● **EXERCISE AIM**:
Please copy every line of the data in which the string "Jirón" appears.
RECORDS SHOWN START
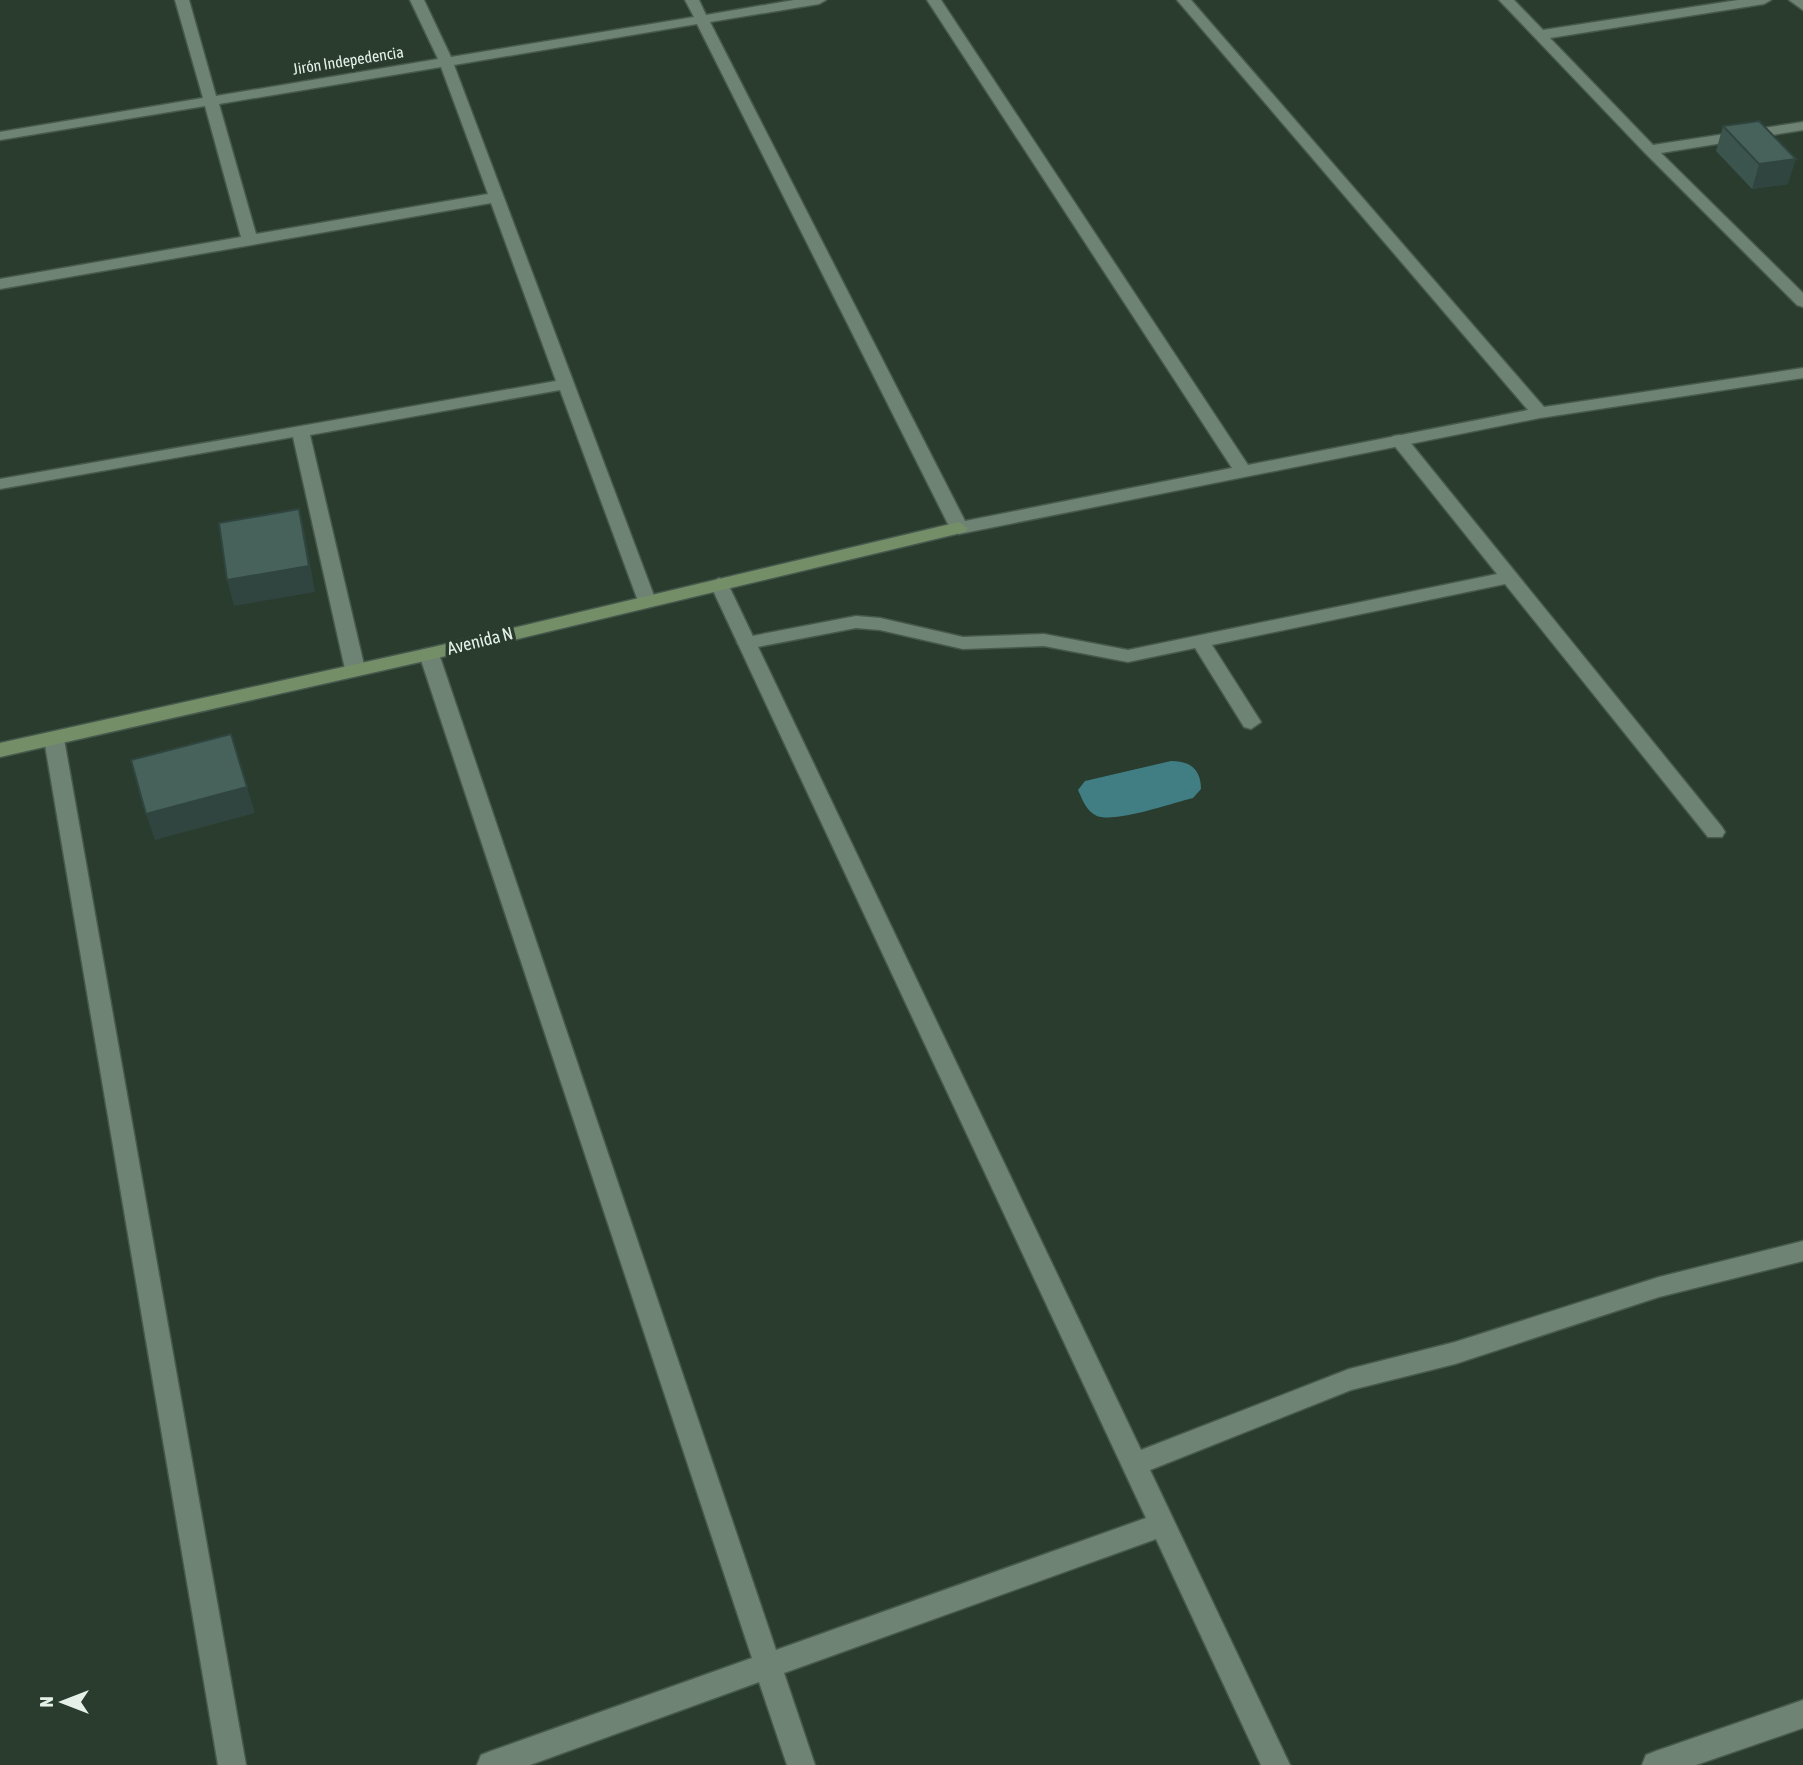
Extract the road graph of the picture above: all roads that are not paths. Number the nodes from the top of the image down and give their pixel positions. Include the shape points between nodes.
1 (182, 0) edge
2 (418, 0) edge
3 (692, 0) edge
4 (819, 0) edge
5 (934, 0) edge
6 (1184, 0) edge
7 (1506, 0) edge
8 (1764, 0) edge
9 (1796, 0) edge
10 (1803, 6) edge
11 (701, 20) junction
12 (1541, 35) junction
13 (446, 62) junction
14 (211, 101) junction
15 (1803, 126) edge
16 (0, 135) edge
17 (1650, 150) junction
18 (496, 197) junction
19 (250, 240) junction
20 (0, 284) edge
21 (1803, 302) edge
22 (1803, 373) edge
23 (566, 384) junction
24 (1540, 413) junction
25 (300, 430) junction
26 (1399, 440) junction
27 (1242, 470) junction
28 (0, 484) edge
29 (959, 528) junction
30 (1509, 577) junction
31 (719, 584) junction
32 (647, 601) junction
33 (1200, 641) junction
34 (747, 643) junction
35 (429, 654) junction
36 (355, 669) junction
37 (1251, 722) dead end
38 (54, 739) junction
39 (0, 750) edge
40 (1715, 832) dead end
41 (1803, 1251) edge
42 (1134, 1465) junction
43 (1163, 1524) junction
44 (766, 1667) junction
45 (1803, 1714) edge
46 (232, 1765) edge
47 (491, 1765) edge
48 (801, 1765) edge
49 (1276, 1765) edge
50 (1656, 1765) edge

1 - 14 street
2 - 13 street
3 - 11 street
4 - 11 street, Jirón Indepedencia
5 - 27 street
6 - 24 street
7 - 12 street
8 - 12 street
9 - 10 street
11 - 13 street, Jirón Indepedencia
11 - 29 street
12 - 17 street
13 - 14 street, Jirón Indepedencia
13 - 18 street
14 - 16 street, Jirón Indepedencia
14 - 19 street
15 - 17 street
17 - 21 street
18 - 19 street
18 - 23 street
19 - 20 street
22 - 24 street
23 - 25 street
23 - 32 street
24 - 26 street
25 - 28 street
25 - 36 street
26 - 27 street
26 - 30 street
27 - 29 street
29 - 31 street, Avenida N
30 - 33 street
30 - 40 street
31 - 32 street, Avenida N
31 - 34 street
32 - 35 street, Avenida N
33 - 34 street via 1128,656 1044,640 962,643 856,622
33 - 37 street
34 - 42 street
35 - 36 street, Avenida N
35 - 44 street
36 - 38 street, Avenida N
38 - 39 street, Avenida N
38 - 46 street
41 - 42 street via 1659,1287 1455,1353 1349,1380
42 - 43 street
43 - 44 street
43 - 49 street
44 - 47 street
44 - 48 street
45 - 50 street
RECORDS SHOWN END
● **WRITTEN ANSWER**:
4 - 11 street, Jirón Indepedencia
11 - 13 street, Jirón Indepedencia
13 - 14 street, Jirón Indepedencia
14 - 16 street, Jirón Indepedencia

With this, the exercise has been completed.